The point I’m trying to make here is that if you know you’re doing something wrong you have to address the thing you’re doing wrong directly. You can’t substitute inaction at fixing what you know is a negative by doing something separate or different that on its own would be considered positive.

 

That’s not how life works. That’s not how we solve problems. A serial killer is still an evil person even if he gets a part-time job as a heart surgeon. A positive and a negative doesn’t equal zero in life.

 

This is why the idea of carbon offsetting just doesn’t have any real place in the battle against climate change, and why offsetting as a way of fixing our future is pure gaslighting horseshit.
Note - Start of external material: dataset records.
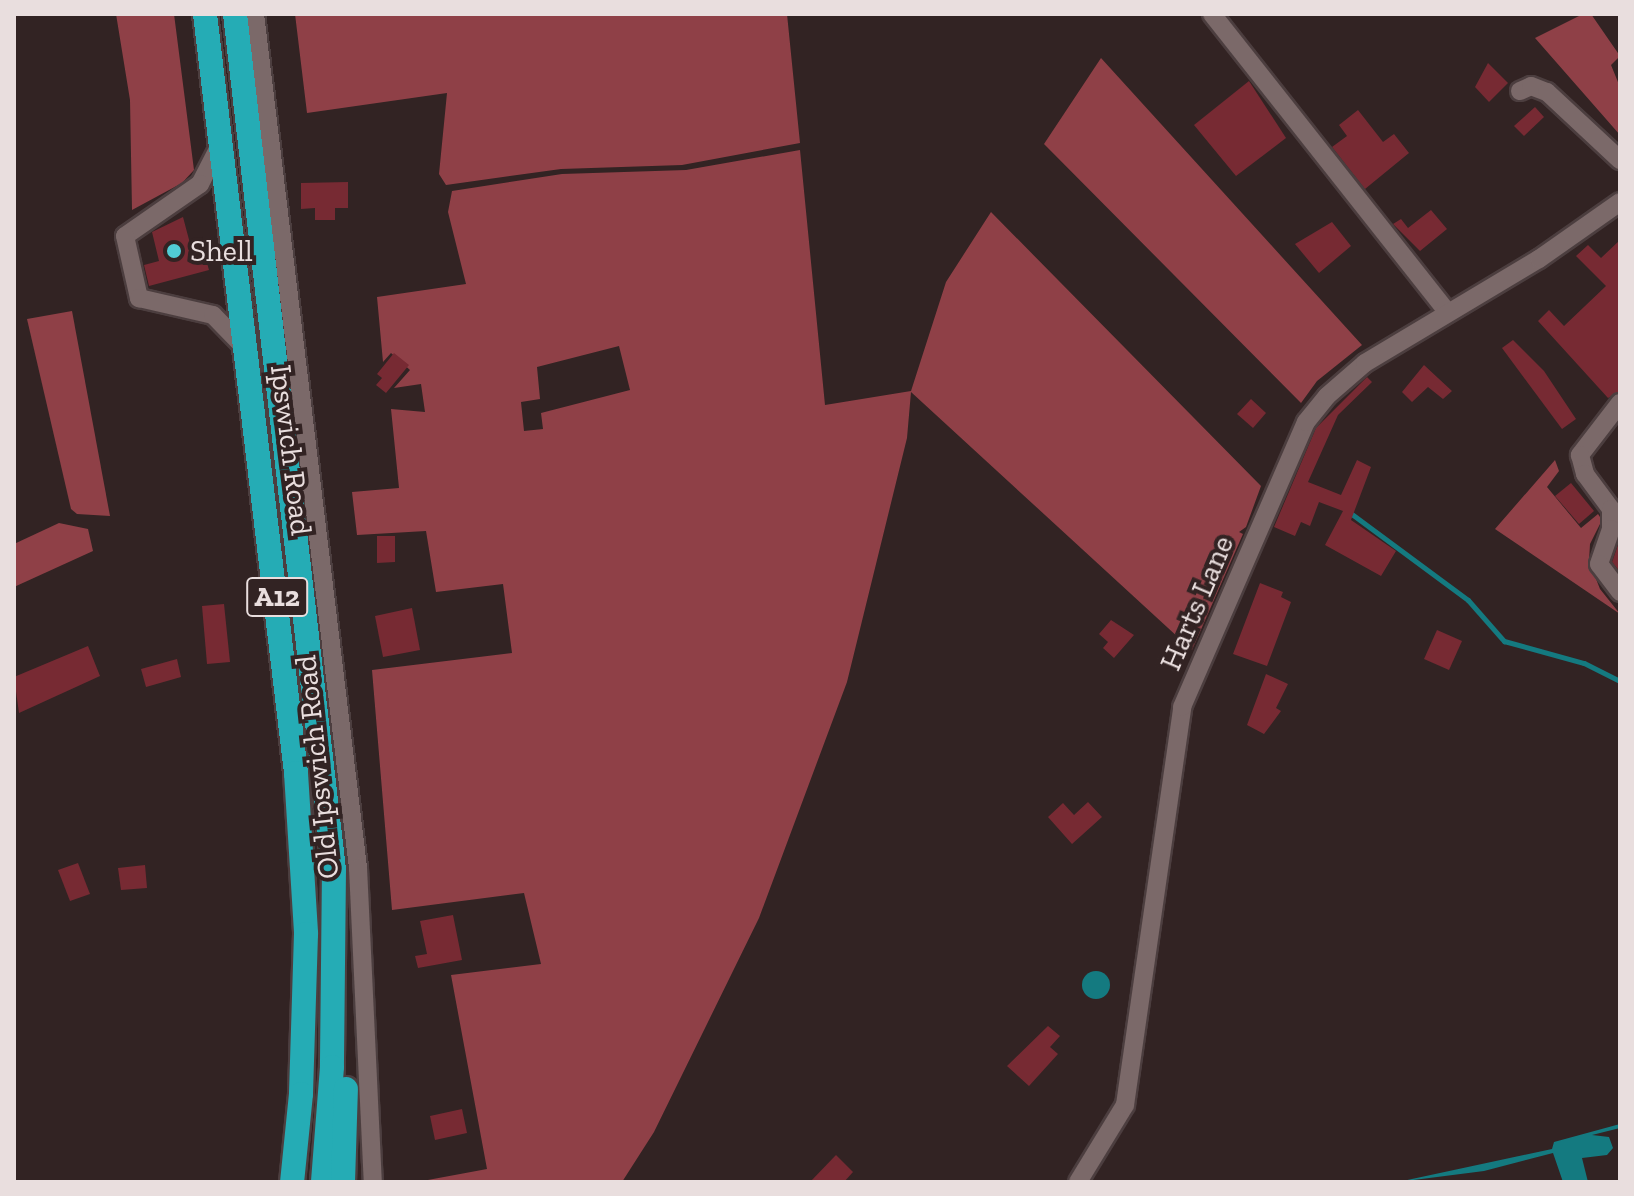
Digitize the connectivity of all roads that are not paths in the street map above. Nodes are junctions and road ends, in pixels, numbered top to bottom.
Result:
1 (205, 14) edge
2 (235, 14) edge
3 (255, 14) edge
4 (1212, 14) edge
5 (1520, 91) dead end
6 (220, 144) junction
7 (1620, 160) edge
8 (1620, 202) edge
9 (1447, 312) junction
10 (245, 348) junction
11 (1620, 403) edge
12 (1620, 592) edge
13 (336, 960) junction
14 (292, 1182) edge
15 (323, 1182) edge
16 (343, 1182) edge
17 (373, 1182) edge
18 (1078, 1182) edge

1 - 6 highway, Ipswich Road / A12
2 - 13 highway, Ipswich Road / A12
3 - 17 street, Old Ipswich Road
4 - 9 street
5 - 7 street
6 - 10 highway, Ipswich Road / A12
6 - 10 street
8 - 9 street, Harts Lane
9 - 18 street, Harts Lane
10 - 14 highway, Ipswich Road / A12
11 - 12 street
13 - 15 highway, Ipswich Road / A12
13 - 16 highway, A12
It’s all well and good planting trees or fancy grass in the sea, and I encourage anyone to invest in climate-positive missions, but you can’t do it just because you don’t want to change the thing you recognise as a negative. And for fuck’s sake, don’t pay someone else to do it for you. That’s like the guy getting his secretary to buy the flowers for his wife on the company card. It’s worse. It sends a message to the world that you can carry on regardless as long as you throw money at something. But the whole world can’t just grow trees any more than the whole country can switch to a green energy supply tomorrow.

 

It’s a global issue, so it’s not about fixing problems that only apply to you or the public’s view of you (that’s just marketing). It’s about encouraging real change that we can all follow as a blueprint. If your problem is your carbon emissions, you need to reduce the things you do that produce too much carbon. Switching to a green energy supplier is not helping as it’s already there. Creating more green energy – or preferably just using less energy – is what’s required.

 

You could just own it and do nothing, which frankly is better than giving a false lifeline to an industry that will eventually have to adapt. But if you recognise there needs to be change and want to do it, maybe you need to change your focus. For example, it’s not all about meat. Meat is just one element and nobody expects meat-focused restaurants to go vegetarian or vegan. If that’s what you are, that’s what you are. It’s about overall energy usage, transport, suppliers, packaging – there’s a million things. Or maybe, just maybe, it’s about putting that whole thing on ice expansion-wise and making sure all new restaurants have a true carbon-negative focus, rather than one that requires planting a forest.

 

Nobody is forcing anyone to change, but be prepared that real change requires real sacrifice.